I have several photo calculators and apps on my Android phone. Most I don’t use much, some I haven’t used at all but they can be very handy when you are out shooting and you need to calculate something. I’m curious to know what others have and if they actually use them.

First and foremost, the *CR* app 8) is on my main screen to help feed my addiction to this site. This one get used a lot to say the least! 

*Sundroid* (paid version) – not specifically a photo app, but a fantastic app to get sun/moon rise/set times, twilight, moon phase, etc., etc.

*CamCalc* – Very cool calculator, I especially like the field of view tool which lets you dial in a focal length, distance to subject and see a representation of your field of view. Lots of other handy tools and of course you can program in your sensor size so the math is correct.

*Shutter Speed* – handy tool to calculate equivalent exposure settings—ya you can do it in your head but this makes it a no brainner 

*Exposure Calculator* – another handy tool to calculator equivalent exposure

*Photography Assistant* – another nifty tool

*Photometric* – example exposure settings. Really haven’t used this one

*Lighting Studio* – not very practical but lets you doodle out a lighting diagram

*Photo Tools for Photographers (PHOforPHO)* – lots of tools, haven’t used it much

*DOF Calculator* - just that

*Canon Lens* – Nifty little database of all the current Canon lens (I think it is missing a few now) that allows you to sort by type (L, IS, wide, etc.) with review links for each lens. Nothing you can get off the web but very nice for those boring meetings so you can escape and dream over your next lens purchase.


----------



## JR (Jan 16, 2012)

On my iPhone, I use DOF Master the most. I also have the CanonSGLens apps but dont use it as much. The DOF Master is useful for quick reference sometime ...

You mention the CR apps, it that only for Android phones? Did I miss sonething here?
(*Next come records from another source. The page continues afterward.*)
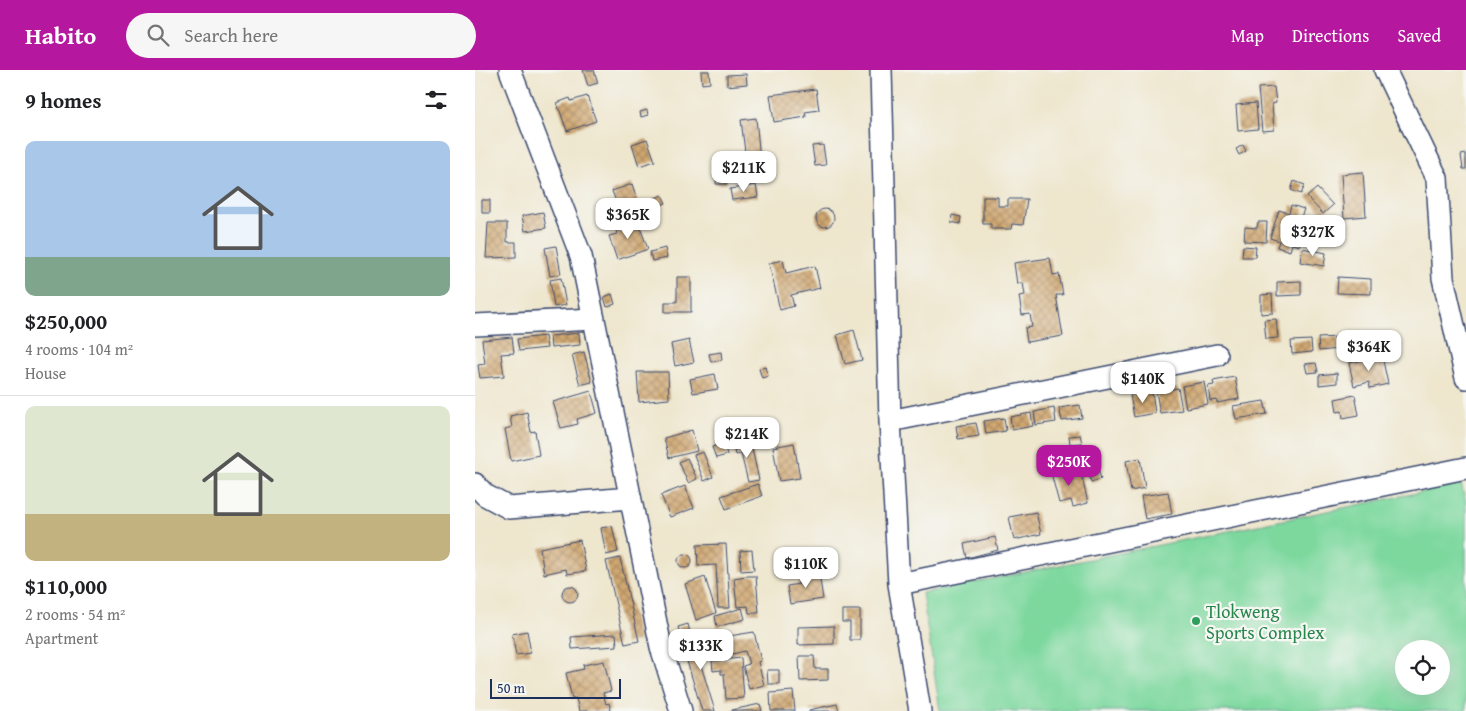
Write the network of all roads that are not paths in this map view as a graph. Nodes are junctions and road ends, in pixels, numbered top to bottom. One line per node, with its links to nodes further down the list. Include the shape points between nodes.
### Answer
1 (510, 70): 4 (street, via 577,243)
2 (881, 70): 8 (street)
3 (1385, 70): 7 (street, via 1437,178 1443,278)
4 (594, 319): 5 (street); 11 (street)
5 (475, 325)
6 (1217, 355): 8 (street)
7 (1466, 378)
8 (890, 421): 12 (street)
9 (1466, 468): 12 (street)
10 (475, 484): 11 (street, via 485,495 509,508)
11 (631, 498): 13 (street, via 661,647)
12 (899, 584): 14 (street)
13 (681, 711)
14 (920, 711)

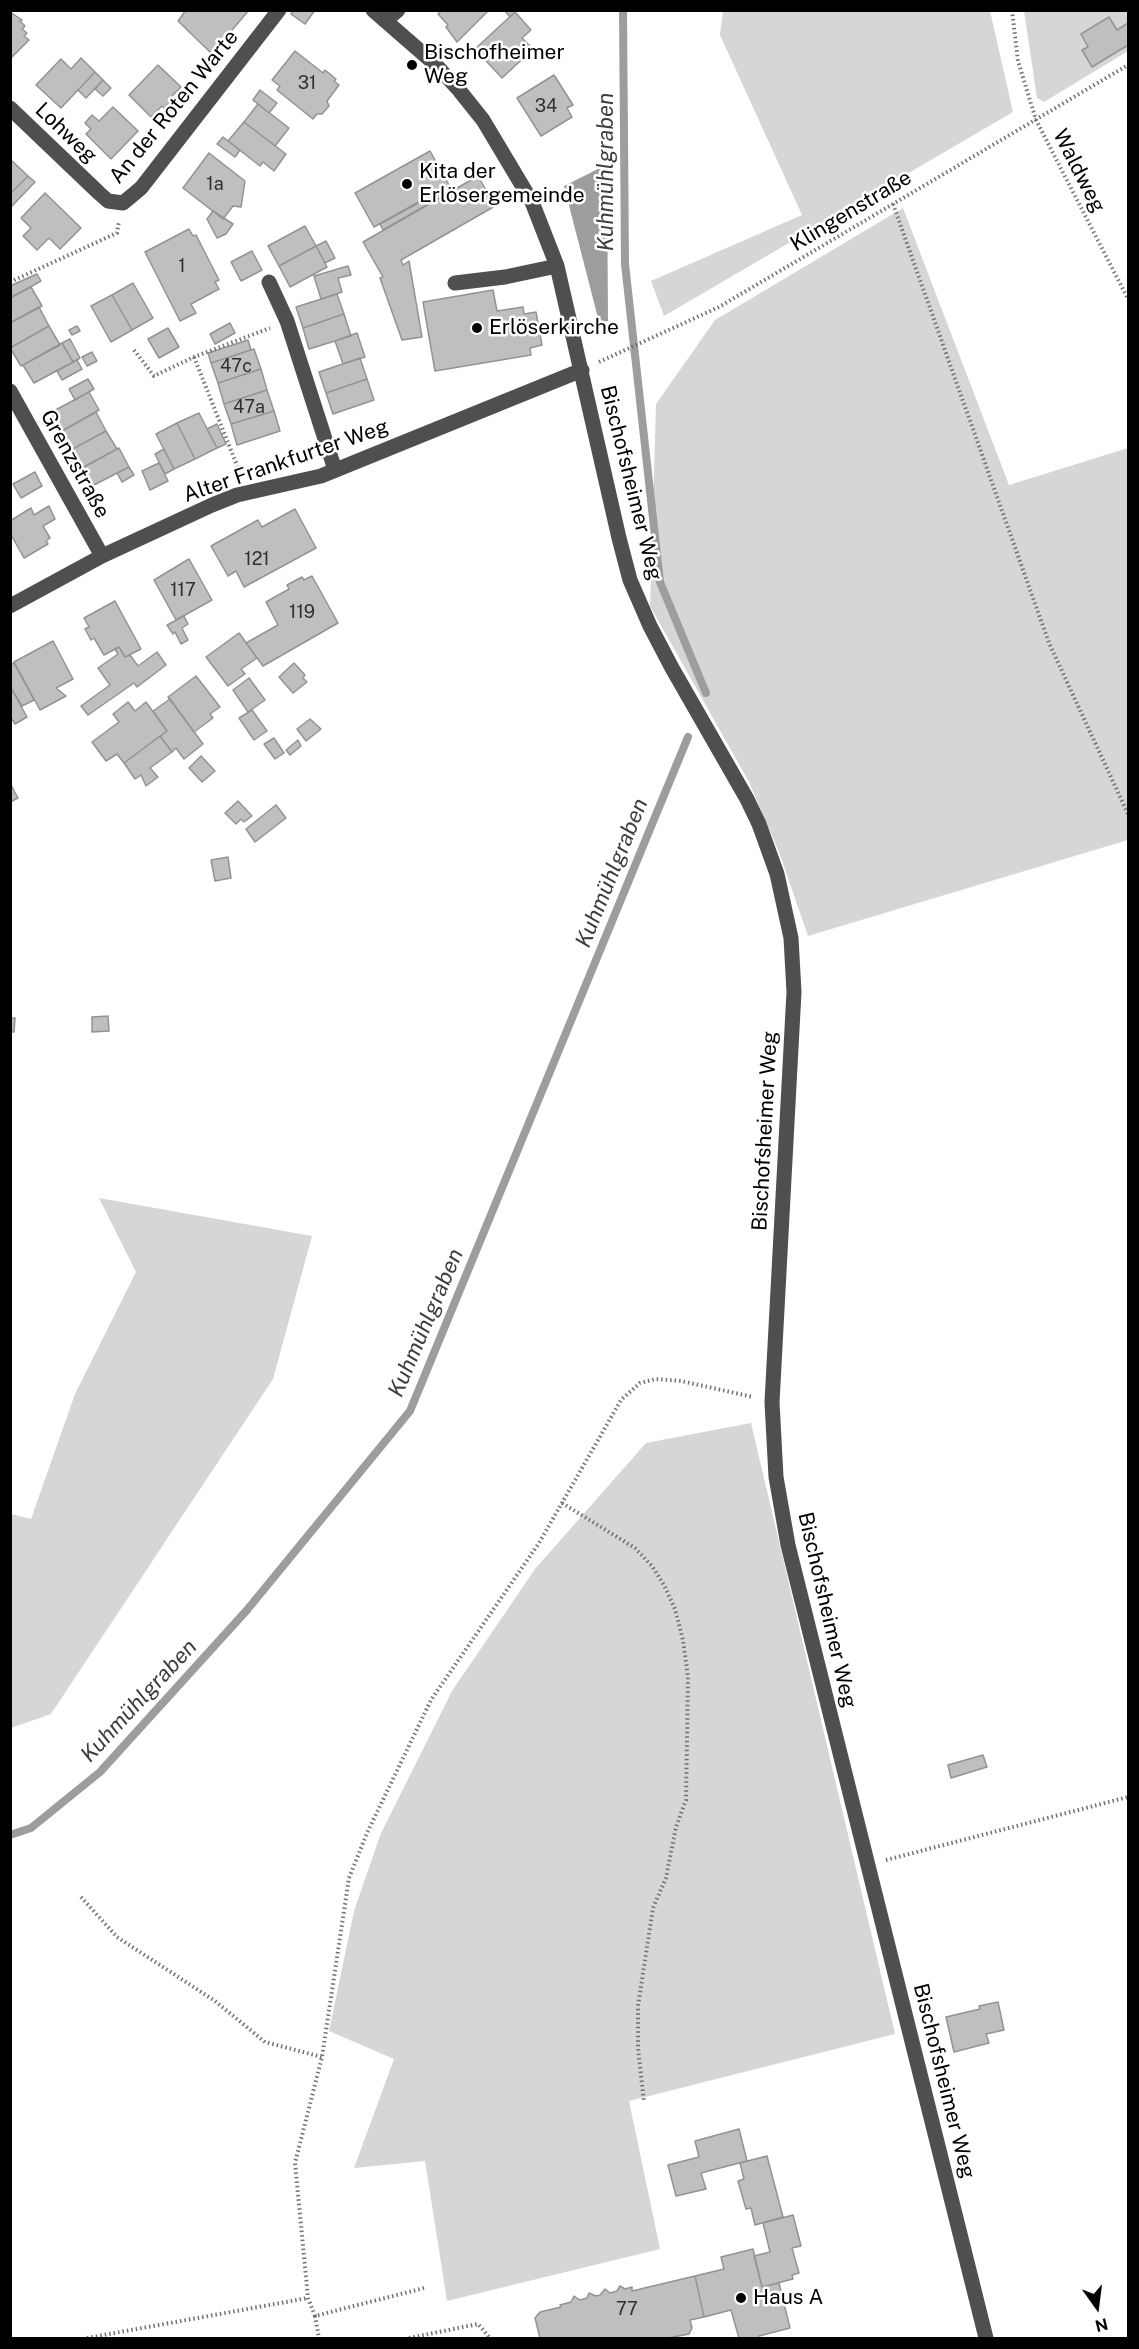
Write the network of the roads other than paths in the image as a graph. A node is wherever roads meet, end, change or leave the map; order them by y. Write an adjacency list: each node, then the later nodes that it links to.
1 (279, 10): 6 (street, An der Roten Warte)
2 (373, 10): 4 (street, Bischofsheimer Weg)
3 (398, 10): 4 (street)
4 (386, 21): 7 (street, Bischofsheimer Weg)
5 (10, 108): 6 (street, Lohweg)
6 (123, 202)
7 (557, 266): 9 (street); 10 (street, Bischofsheimer Weg)
8 (269, 282): 12 (street)
9 (455, 283)
10 (582, 370): 12 (street, Alter Frankfurter Weg); 15 (street, Bischofsheimer Weg)
11 (10, 392): 13 (street, Grenzstraße)
12 (335, 470): 13 (street, Alter Frankfurter Weg)
13 (102, 556): 14 (street, Alter Frankfurter Weg)
14 (10, 606)
15 (986, 2338)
I did not find any CR apps for my iPhone...thanks for letting me know.


----------



## RC (Jan 16, 2012)

JR said:


> You mention the CR apps, it that only for Android phones? Did I miss sonething here? I did not find any CR apps for my iPhone...thanks for letting me know.



Don't know if the CR app is available of apple or not, I can't imagine it not. The Admin can answer that best. Here is the Market Place link if you want to cross reference it. Hmm, I just noticed a paid version, need to find out what the diff is.
https://market.android.com/search?q=canon+rumors


----------



## Canon Rumors Guy (Jan 16, 2012)

Hey, that's interesting. I'm not sure they can do that... I've never commissioned an app.

Neato!


CR


----------



## RC (Jan 16, 2012)

Canon Rumors said:


> Hey, that's interesting. I'm not sure they can do that... I've never commissioned an app.
> 
> Neato!
> 
> ...



Wow, I figured this was the official, authorized, CR app. None the less, I love it.


----------



## Canon Rumors Guy (Jan 16, 2012)

RC said:


> Canon Rumors said:
> 
> 
> > Hey, that's interesting. I'm not sure they can do that... I've never commissioned an app.
> ...



Do you use the free or paid version?


----------



## RC (Jan 16, 2012)

The free. I wasn't even aware that there was a paid version until I pulled the link this morning. Planning to see what has been added to the paid version. I'll post my findings later if no one else beats me to it


----------



## alipaulphotography (Jan 16, 2012)

Or just have a bookmark shortcut on your android home page. Does the same thing doesn't it?


----------



## distant.star (Jan 16, 2012)

Except for the CR app (didn't know it existed and never do "apps" I can do with a browser anyway), I've had basically the same experience. The Sundroid has been useful. The others I have and have played with but don't use when taking pictures.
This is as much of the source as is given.